Thermococcus
A Microbial Biorealm page on the genus Thermococcus
Classification
Higher order taxa:
Archaea; Euryarchaeota; Thermococci; Thermococcales; Thermococcaceae
Species:
Thermococcus acidaminovorans, T. aegaeus, T. aggregans, T. alcaliphilus, T. atlanticus, T. barophilus, T. barossii, T. celer, T. chitonophagus, T. coalescens, T. fumicolans, T. gammatolerans, T. gorgonarius, T. guaymasensis, T. hydrothermalis, T. kodakarensis, T. litoralis, T. marinus, T. mexicalis, T. pacificus, T. peptonophilus, T. profundus, T. radiotolerans, T. sibiricus, T. siculi, T. stetteri, T. waimanguensis, T. waiotapuensis, T. zilligii
Description and Significance
Thermococcus is an obligate heterotroph, strictly anaerobic archaeon which grows on organic substrates, primarily in the presence of elemental sulfur (S°), which is reduced to hydrogen sulfide. The genus contains the highest number of characterized isolates. It is highly motile with a polar tuft of multiple flagella. The archaeon grows between 60-100°C, with an optimum temperature of approximately 85°C, and between 5-9 pH (optimum = 6.5). As more genomes of the species are sequenced, it is expected to encode genes responsible for various cellular functions that provide an advantage for these organisms natural high-temperature habitats.
Genome Structure
T. kodakaraensis has been reported as Pyrococcus sp; however, its complete DNA sequence clearly shows its distiction from its relative.Its circular genome is 2,088,737 bp in length with no exochromosomal element, and contains 2,358 coding sequences (CDSs), of which 2,306 have been identified.Of those CDSs identified, 261 are unique to T. kodakaraensis with no significant homology to any known sequences up to date. Also, its G+C content (52%) is much higher than that of Pyrococus species (40-44%), which is a well-known difference between the two genera.

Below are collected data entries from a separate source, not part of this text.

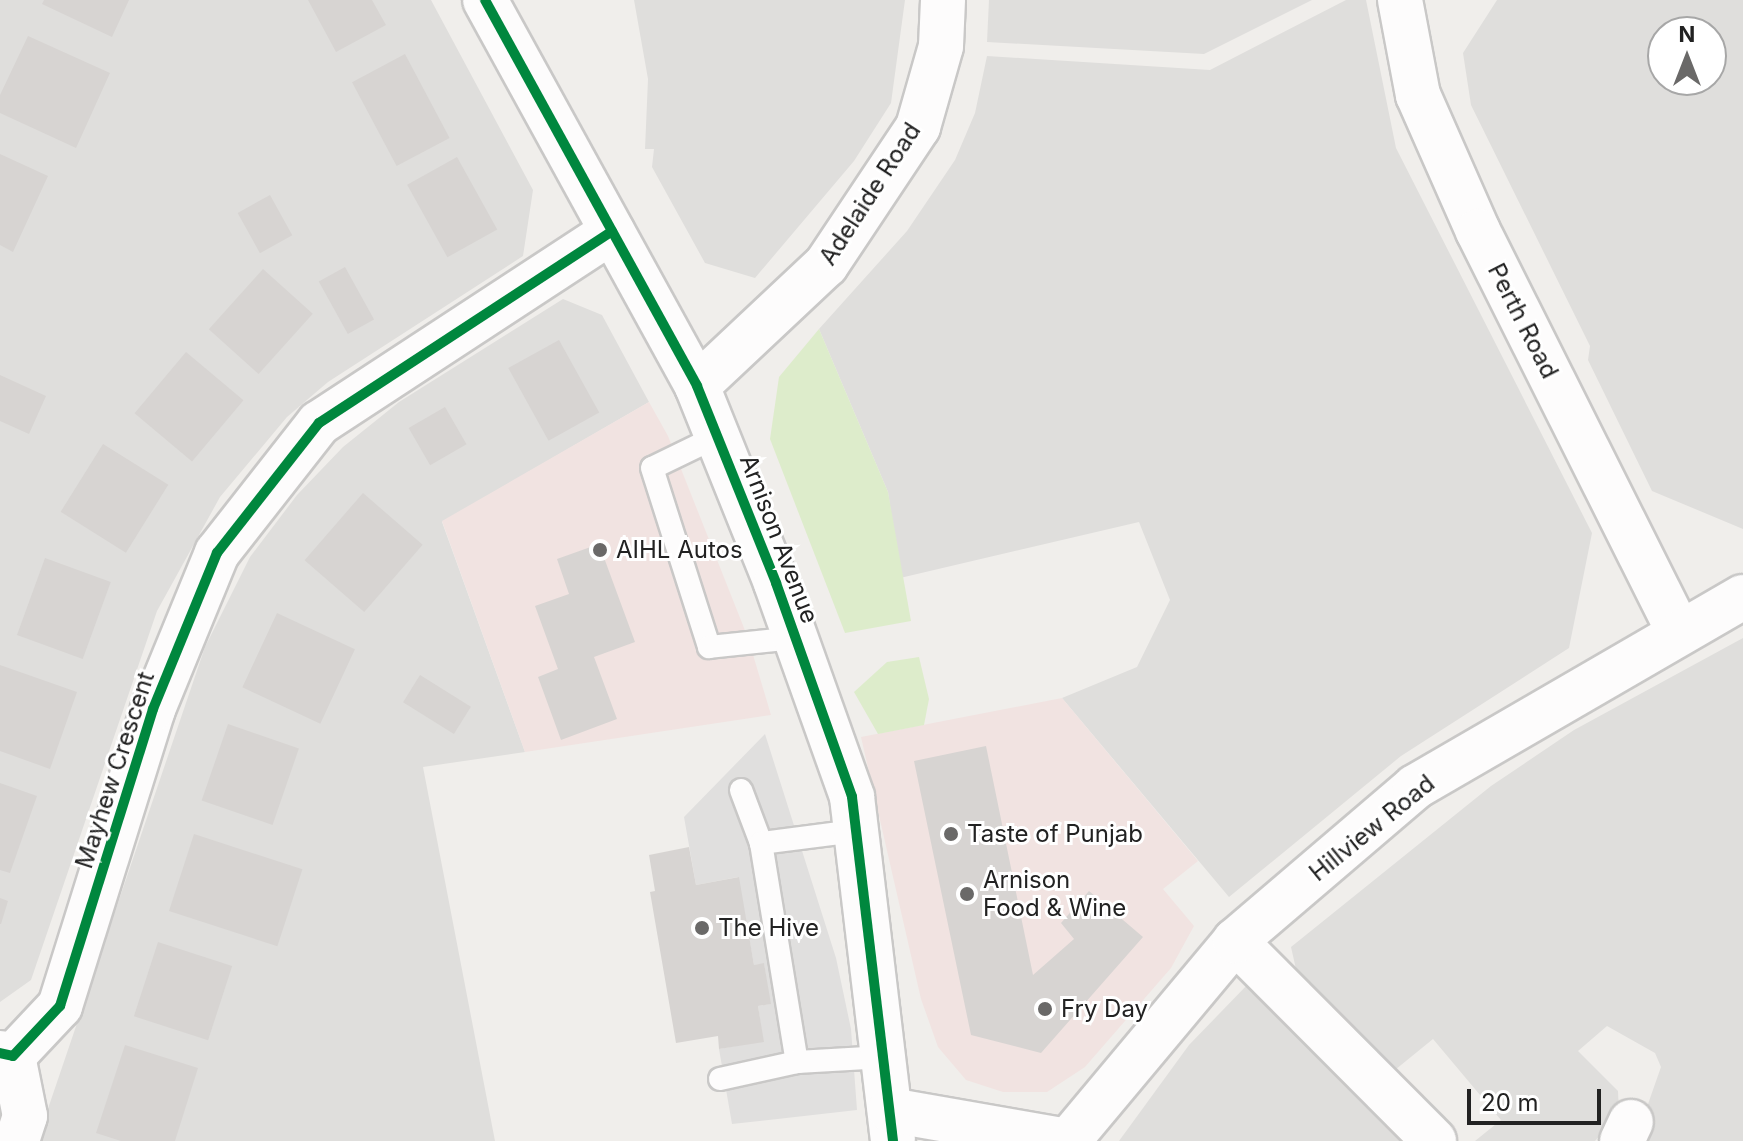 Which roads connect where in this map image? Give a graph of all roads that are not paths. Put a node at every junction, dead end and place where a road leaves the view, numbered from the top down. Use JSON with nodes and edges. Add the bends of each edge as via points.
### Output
{"nodes":[{"id":1,"x":485,"y":0,"type":"edge"},
{"id":2,"x":943,"y":0,"type":"edge"},
{"id":3,"x":1400,"y":0,"type":"edge"},
{"id":4,"x":612,"y":231,"type":"junction"},
{"id":5,"x":697,"y":386,"type":"junction"},
{"id":6,"x":718,"y":436,"type":"junction"},
{"id":7,"x":1743,"y":597,"type":"edge"},
{"id":8,"x":1678,"y":630,"type":"junction"},
{"id":9,"x":795,"y":638,"type":"junction"},
{"id":10,"x":741,"y":790,"type":"dead end"},
{"id":11,"x":855,"y":831,"type":"junction"},
{"id":12,"x":761,"y":843,"type":"junction"},
{"id":13,"x":1235,"y":941,"type":"junction"},
{"id":14,"x":6,"y":1054,"type":"edge"},
{"id":15,"x":884,"y":1057,"type":"junction"},
{"id":16,"x":797,"y":1062,"type":"junction"},
{"id":17,"x":720,"y":1079,"type":"dead end"},
{"id":18,"x":891,"y":1126,"type":"edge"},
{"id":19,"x":17,"y":1141,"type":"edge"},
{"id":20,"x":1068,"y":1141,"type":"edge"},
{"id":21,"x":1434,"y":1141,"type":"edge"}],
"edges":[{"from":1,"to":4,"type":"street","name":"Arnison Avenue"},
{"from":2,"to":5,"type":"street","name":"Adelaide Road","via":[[941,46],[918,127],[826,265]]},
{"from":3,"to":8,"type":"street","name":"Perth Road","via":[[1418,95],[1478,231]]},
{"from":4,"to":5,"type":"street","name":"Arnison Avenue"},
{"from":4,"to":14,"type":"street","name":"Mayhew Crescent","via":[[319,423],[217,553],[153,709],[60,1006]]},
{"from":5,"to":6,"type":"street","name":"Arnison Avenue"},
{"from":6,"to":9,"type":"street","name":"Arnison Avenue"},
{"from":6,"to":9,"type":"lane","via":[[652,468],[709,647]]},
{"from":7,"to":8,"type":"street","name":"Hillview Road"},
{"from":8,"to":13,"type":"street","name":"Hillview Road","via":[[1415,787]]},
{"from":9,"to":11,"type":"street","name":"Arnison Avenue","via":[[852,797]]},
{"from":10,"to":12,"type":"lane"},
{"from":11,"to":12,"type":"lane"},
{"from":11,"to":15,"type":"street","name":"Arnison Avenue"},
{"from":12,"to":16,"type":"lane"},
{"from":13,"to":20,"type":"street","name":"Hillview Road"},
{"from":13,"to":21,"type":"street"},
{"from":14,"to":19,"type":"street","via":[[25,1116]]},
{"from":15,"to":16,"type":"lane"},
{"from":15,"to":18,"type":"street","name":"Arnison Avenue"},
{"from":16,"to":17,"type":"lane"},
{"from":18,"to":20,"type":"street"}]} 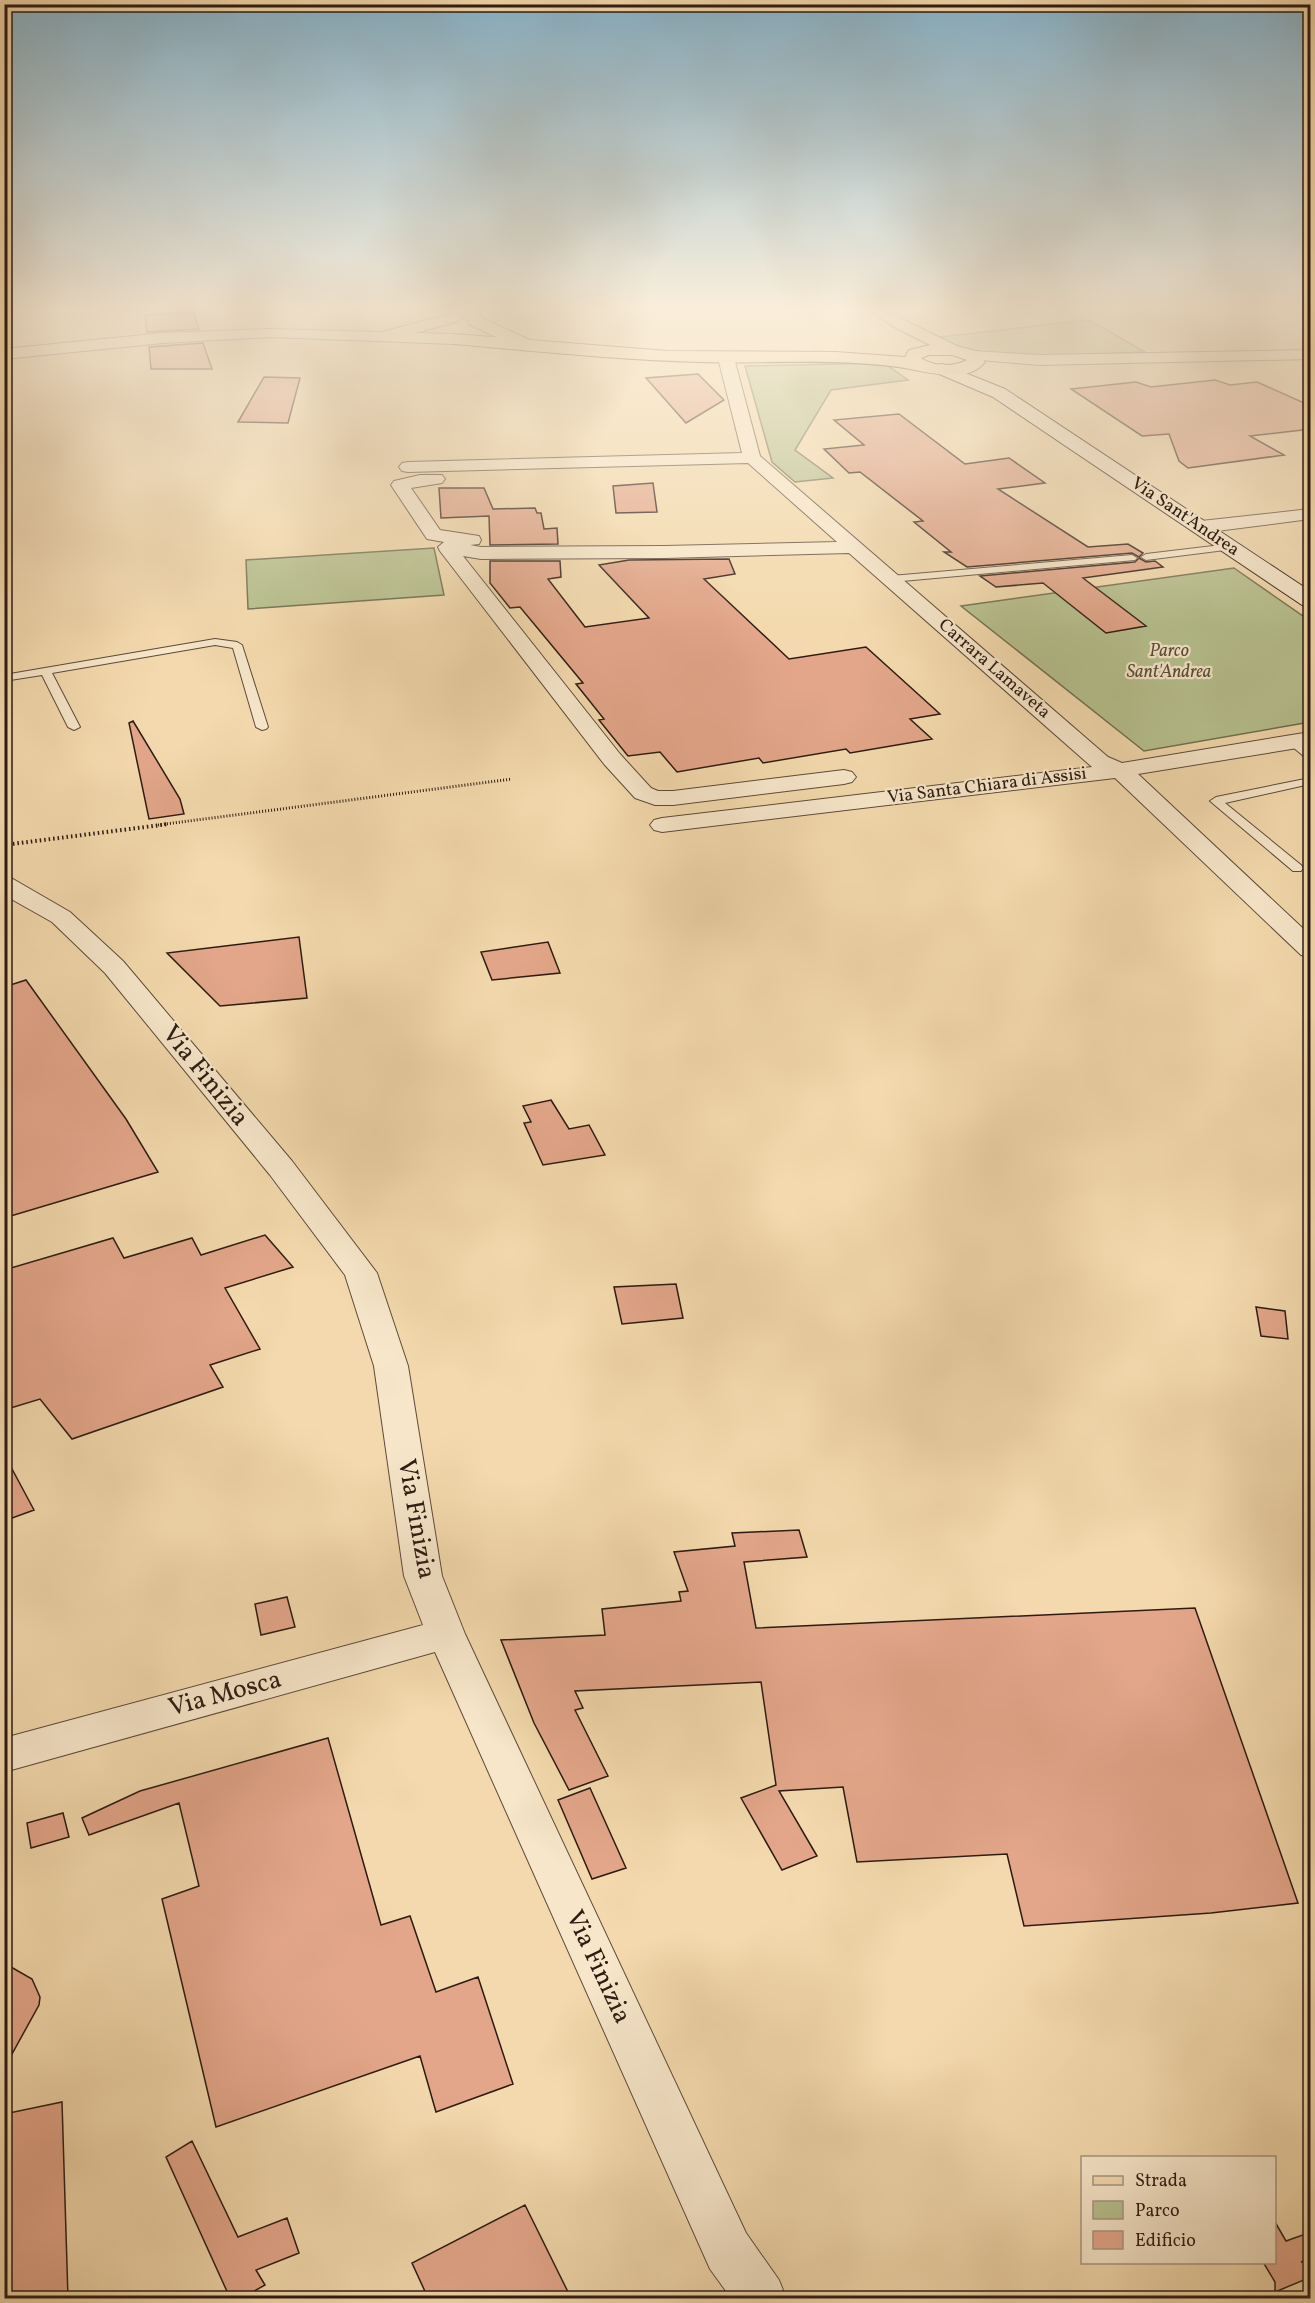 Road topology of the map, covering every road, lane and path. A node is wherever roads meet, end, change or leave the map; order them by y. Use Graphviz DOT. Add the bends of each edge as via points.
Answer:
graph roads {
  1 [pos="741,413"];
  2 [pos="1030,413"];
  3 [pos="752,458"];
  4 [pos="559,464"];
  5 [pos="408,468"];
  6 [pos="1311,514"];
  7 [pos="1201,528"];
  8 [pos="490,542"];
  9 [pos="851,547"];
  10 [pos="1230,547"];
  11 [pos="1146,557"];
  12 [pos="1132,558"];
  13 [pos="891,579"];
  14 [pos="1311,600"];
  15 [pos="46,671"];
  16 [pos="4,678"];
  17 [pos="74,727"];
  18 [pos="262,728"];
  19 [pos="1305,746"];
  20 [pos="1120,770"];
  21 [pos="844,777"];
  22 [pos="512,778"];
  23 [pos="1311,782"];
  24 [pos="662,825"];
  25 [pos="4,844"];
  26 [pos="1297,868"];
  27 [pos="4,884"];
  28 [pos="1311,949"];
  29 [pos="446,1634"];
  30 [pos="4,1755"];
  31 [pos="762,2298"];
  1 -- 3 [label="street"];
  2 -- 7 [label="street, Via Sant'Andrea"];
  3 -- 4 [label="street"];
  3 -- 9 [label="street, Carrara Lamaveta"];
  4 -- 5 [label="street"];
  4 -- 8 [label="street" via="564,478 420,480 400,485 434,534"];
  6 -- 7 [label="street"];
  7 -- 10 [label="street, Via Sant'Andrea"];
  9 -- 13 [label="street, Carrara Lamaveta"];
  9 -- 21 [label="street" via="481,553 447,547 612,759 643,793 673,798"];
  10 -- 11 [label="lane"];
  10 -- 14 [label="street, Via Sant'Andrea"];
  12 -- 13 [label="lane"];
  13 -- 20 [label="street, Carrara Lamaveta" via="1100,762"];
  15 -- 16 [label="lane"];
  15 -- 17 [label="lane"];
  15 -- 18 [label="lane" via="230,642 237,645"];
  19 -- 20 [label="street, Via Santa Chiara di Assisi"];
  20 -- 24 [label="street, Via Santa Chiara di Assisi"];
  20 -- 28 [label="street, Carrara Lamaveta"];
  22 -- 25 [label="path"];
  23 -- 26 [label="lane" via="1216,801"];
  27 -- 29 [label="street, Via Finizia" via="61,917 114,967 361,1273 391,1366 423,1576"];
  29 -- 30 [label="street, Via Mosca"];
  29 -- 31 [label="street, Via Finizia" via="728,2251"];
}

Cell Structure and Metabolism
The cells of Thermococcus kodakaraensis are irregular cocci of 1-2 µm in diameter, and multiply by constriction. Its cell envelope consists of two layers.
Elemental sulfur (as a terminal electron acceptor) is required for heterotrophic growth on yeast extract, tryptone, peptone, and free amino acids (which produces hydrogen sulfide), but not in the presence of sodium thiosulfate pentahydrate, sodium sulfate, sodium nitrate, sodium nitrite or ferric chloride hexahydrate. However, it is able to utilize maltooligosaccharides, cyclodextrins, starch, or pyruvate in the absence of elemental sulfur (which produces molecular hydrogen).
Image from "Characterization of an archaeal malic enzyme from the hyperthermophilic archaeon Thermococcus kodakaraensis KOD1." by Fukuda et al, Archaea Vol. 1, 2005, p. 294.]
The figure shows an overview of pyruvate metabolism by T. kodakaraensis. Abbreviations: ACS = acetyl-CoA synthetase; AlaAT = alanine aminotransferase; AspAT = aspartate aminotransferase; Fd = ferre-doxin; GDH = glutamate dehydrogenase; MAE = malic enzyme; PCK = phosphoenolpyruvate carboxykinase; POR = pyruvate:ferredoxin oxidoreductase; PPS = phosphoenol pyruvate synthase; and PYK = pyruvate kinase.
The study by Fukuda et al] raises the possibility of the involvement of malic enzyme in carbon metabolism. Currently, it is understood that malate and fumarate are metabolically isolated in the meta-bolism of T. kodakaraensis because linkages between malate and OAA (malate oxido-reductase) are missing in the pathways deduced from the whole genome analysis.
Ecology
The strain of T. kodakaraensis was isolated from a solfatara (102°C, pH 5.8) on Kodakara Island, Kagoshima, Japan. However, some of the other species, such as T. peptonophilus, are isolated from deep-sea hydrothermal areas. In either case, the genus is considered to play a major role in the ecology and metabolic activity of microbial consortia within hot-water ecosystems.